Irish-bred Thoroughbred racehorse

Mill House (1957–1975) was an Irish-bred but English-trained racehorse. He is considered one of the best National Hunt racing competitors in UK horse racing history but whose quality was overshadowed by arch rival Arkle. Mill House won the 1963 Cheltenham Gold Cup and 1967 Whitbread Gold Cup.

Known as 'The Big Horse' on account of his height of 18 hands, Mill House took part in one of the most famous battles of National Hunt Racing when in March 1964, he defended his Cheltenham crown against the Irish star Arkle. Trained by Fulke Walwyn and ridden by Willie Robinson, Mill House matched Arkle stride for stride over the last two miles before losing by five lengths.

The following year, Mill House took Arkle on again in the Gold Cup but lost. His size meant increasing back problems, and he failed to participate in 1966 when Arkle won his third crown. In 1967, Mill House was back but Arkle was not, having been retired after suffering a serious leg injury a few months before at Kempton. However, Mill House slipped and fell at an open ditch in the back straight and left the race to a virtual unknown, Woodland Venture.

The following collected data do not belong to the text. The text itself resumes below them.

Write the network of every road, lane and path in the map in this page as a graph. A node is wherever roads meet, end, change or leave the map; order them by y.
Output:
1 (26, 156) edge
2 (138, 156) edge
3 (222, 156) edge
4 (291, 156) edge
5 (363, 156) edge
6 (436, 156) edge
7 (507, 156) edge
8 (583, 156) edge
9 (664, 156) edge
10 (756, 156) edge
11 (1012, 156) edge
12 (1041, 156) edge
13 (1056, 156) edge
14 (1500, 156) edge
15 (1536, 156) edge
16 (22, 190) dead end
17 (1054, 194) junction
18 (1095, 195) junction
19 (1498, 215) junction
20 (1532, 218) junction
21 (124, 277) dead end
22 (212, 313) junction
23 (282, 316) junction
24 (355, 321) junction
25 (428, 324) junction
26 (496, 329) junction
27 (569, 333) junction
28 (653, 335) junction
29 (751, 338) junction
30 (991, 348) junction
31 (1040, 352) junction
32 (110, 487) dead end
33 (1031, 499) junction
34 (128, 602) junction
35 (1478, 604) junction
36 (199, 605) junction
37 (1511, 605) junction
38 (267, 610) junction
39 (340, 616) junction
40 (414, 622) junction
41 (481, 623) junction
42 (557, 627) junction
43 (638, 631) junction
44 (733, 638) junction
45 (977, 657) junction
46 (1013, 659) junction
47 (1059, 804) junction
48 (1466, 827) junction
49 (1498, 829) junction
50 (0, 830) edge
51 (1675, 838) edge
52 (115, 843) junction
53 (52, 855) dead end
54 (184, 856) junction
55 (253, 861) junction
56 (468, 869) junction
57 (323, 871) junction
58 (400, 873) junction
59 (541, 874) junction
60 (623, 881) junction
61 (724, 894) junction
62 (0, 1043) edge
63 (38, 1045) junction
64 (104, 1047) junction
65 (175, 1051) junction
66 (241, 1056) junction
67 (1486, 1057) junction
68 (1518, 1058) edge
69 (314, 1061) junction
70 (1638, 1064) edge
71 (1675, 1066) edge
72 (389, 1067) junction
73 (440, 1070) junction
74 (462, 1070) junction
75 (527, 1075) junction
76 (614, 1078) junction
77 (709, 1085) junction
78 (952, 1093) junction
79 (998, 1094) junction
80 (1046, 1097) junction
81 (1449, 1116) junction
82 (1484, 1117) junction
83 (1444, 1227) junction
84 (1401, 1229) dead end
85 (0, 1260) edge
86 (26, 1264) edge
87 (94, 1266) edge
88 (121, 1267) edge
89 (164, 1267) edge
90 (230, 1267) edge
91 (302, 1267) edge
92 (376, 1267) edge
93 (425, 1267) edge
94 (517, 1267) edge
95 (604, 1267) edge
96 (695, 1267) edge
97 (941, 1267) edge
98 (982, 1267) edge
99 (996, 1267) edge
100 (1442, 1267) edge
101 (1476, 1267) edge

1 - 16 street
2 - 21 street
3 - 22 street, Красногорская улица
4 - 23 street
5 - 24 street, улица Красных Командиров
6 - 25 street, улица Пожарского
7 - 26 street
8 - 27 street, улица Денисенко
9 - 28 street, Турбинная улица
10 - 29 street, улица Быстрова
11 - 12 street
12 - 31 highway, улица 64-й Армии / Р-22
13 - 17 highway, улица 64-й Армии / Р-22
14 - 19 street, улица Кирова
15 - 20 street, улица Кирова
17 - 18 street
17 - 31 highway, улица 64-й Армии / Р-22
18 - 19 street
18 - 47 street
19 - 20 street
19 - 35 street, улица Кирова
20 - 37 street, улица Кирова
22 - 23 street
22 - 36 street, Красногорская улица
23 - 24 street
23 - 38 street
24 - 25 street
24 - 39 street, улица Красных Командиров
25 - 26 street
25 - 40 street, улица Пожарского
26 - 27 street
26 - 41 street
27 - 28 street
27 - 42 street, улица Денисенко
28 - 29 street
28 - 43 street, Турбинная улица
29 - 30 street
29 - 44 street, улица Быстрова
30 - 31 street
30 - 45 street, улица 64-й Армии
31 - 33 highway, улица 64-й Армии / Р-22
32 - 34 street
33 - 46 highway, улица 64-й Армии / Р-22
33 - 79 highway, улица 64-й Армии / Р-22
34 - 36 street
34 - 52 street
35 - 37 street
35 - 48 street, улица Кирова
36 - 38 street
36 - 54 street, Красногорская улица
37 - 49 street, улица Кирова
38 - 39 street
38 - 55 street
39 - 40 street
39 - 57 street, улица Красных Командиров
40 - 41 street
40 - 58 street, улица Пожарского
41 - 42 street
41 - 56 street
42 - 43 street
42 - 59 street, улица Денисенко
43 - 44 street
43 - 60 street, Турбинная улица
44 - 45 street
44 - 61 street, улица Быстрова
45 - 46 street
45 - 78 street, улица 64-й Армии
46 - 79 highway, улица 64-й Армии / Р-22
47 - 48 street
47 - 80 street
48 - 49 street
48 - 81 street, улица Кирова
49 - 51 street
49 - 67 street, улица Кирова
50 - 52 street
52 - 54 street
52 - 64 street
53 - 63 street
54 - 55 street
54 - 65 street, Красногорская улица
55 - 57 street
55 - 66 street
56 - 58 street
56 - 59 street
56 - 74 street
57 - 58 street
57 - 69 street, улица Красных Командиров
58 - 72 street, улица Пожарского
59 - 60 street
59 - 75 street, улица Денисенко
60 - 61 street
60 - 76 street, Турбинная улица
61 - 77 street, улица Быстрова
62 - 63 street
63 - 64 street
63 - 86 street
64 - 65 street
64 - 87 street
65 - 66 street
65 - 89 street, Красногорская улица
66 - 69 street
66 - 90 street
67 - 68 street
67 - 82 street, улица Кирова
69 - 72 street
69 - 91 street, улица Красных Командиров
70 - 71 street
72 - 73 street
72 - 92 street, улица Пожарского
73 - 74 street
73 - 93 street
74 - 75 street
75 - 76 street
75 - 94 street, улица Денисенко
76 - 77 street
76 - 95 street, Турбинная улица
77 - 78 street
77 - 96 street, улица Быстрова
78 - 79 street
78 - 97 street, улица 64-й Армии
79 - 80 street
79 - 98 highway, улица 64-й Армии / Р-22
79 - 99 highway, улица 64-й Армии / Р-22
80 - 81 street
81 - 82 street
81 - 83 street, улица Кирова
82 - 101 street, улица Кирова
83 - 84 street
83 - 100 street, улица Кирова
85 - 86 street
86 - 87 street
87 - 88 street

A few weeks later, Mill House won the prestigious Whitbread Gold Cup under top weight at Sandown Park. It was his last major win. Continuing back weakness plagued his campaign in 1968 when he fell again in both the Cheltenham and Whitbread Gold Cups. He died in October 1975.

Mill House still has among the highest ratings ever for a National Hunt horse - see Timeform.